§ TASK DETAILS:
Extract from the entries below, exactly as given, only the lines from the line containing "index tip: (256, 209)" to the line containing "pinky tip: (225, 270)", both lines included.

§ ENTRIES SHOWN:

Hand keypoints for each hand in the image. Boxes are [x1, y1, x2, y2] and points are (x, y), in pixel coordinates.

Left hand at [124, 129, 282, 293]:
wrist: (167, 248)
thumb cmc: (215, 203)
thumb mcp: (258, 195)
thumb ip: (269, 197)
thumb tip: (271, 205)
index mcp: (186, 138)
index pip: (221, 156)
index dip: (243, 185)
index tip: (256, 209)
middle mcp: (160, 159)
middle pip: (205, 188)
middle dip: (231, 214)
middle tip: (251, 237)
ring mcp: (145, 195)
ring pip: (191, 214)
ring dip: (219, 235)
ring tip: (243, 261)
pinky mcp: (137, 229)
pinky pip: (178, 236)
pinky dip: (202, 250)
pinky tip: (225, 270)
...
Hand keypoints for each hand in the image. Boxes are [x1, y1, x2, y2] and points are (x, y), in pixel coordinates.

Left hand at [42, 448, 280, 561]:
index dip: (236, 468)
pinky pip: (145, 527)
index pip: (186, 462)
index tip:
--
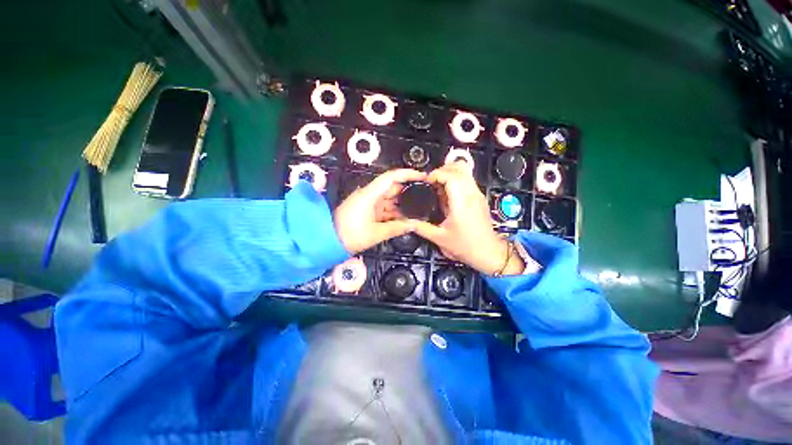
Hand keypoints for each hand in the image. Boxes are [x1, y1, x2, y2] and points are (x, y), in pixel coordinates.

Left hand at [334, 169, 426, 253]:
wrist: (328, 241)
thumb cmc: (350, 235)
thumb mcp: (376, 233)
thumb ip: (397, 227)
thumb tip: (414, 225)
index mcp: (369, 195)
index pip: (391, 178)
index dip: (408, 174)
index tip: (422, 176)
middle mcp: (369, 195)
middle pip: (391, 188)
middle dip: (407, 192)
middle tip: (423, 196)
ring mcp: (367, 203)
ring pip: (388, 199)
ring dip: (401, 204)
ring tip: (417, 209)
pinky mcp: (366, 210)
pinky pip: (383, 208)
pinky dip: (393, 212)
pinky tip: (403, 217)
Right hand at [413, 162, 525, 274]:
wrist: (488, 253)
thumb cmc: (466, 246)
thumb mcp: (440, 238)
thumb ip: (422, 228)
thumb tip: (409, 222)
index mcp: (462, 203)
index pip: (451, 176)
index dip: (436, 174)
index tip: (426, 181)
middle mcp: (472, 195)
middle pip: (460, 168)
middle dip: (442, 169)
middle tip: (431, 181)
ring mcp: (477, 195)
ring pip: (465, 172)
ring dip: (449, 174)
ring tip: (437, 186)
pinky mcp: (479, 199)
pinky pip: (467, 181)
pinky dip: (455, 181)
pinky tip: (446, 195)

§ FINISHED TASK:
index tip: (256, 209)
middle mcp: (160, 159)
middle pip: (205, 188)
middle dip: (231, 214)
middle tip: (251, 237)
ring mcp: (145, 195)
ring pip: (191, 214)
ring dip: (219, 235)
ring tip: (243, 261)
pinky mcp: (137, 229)
pinky pip: (178, 236)
pinky dip: (202, 250)
pinky tip: (225, 270)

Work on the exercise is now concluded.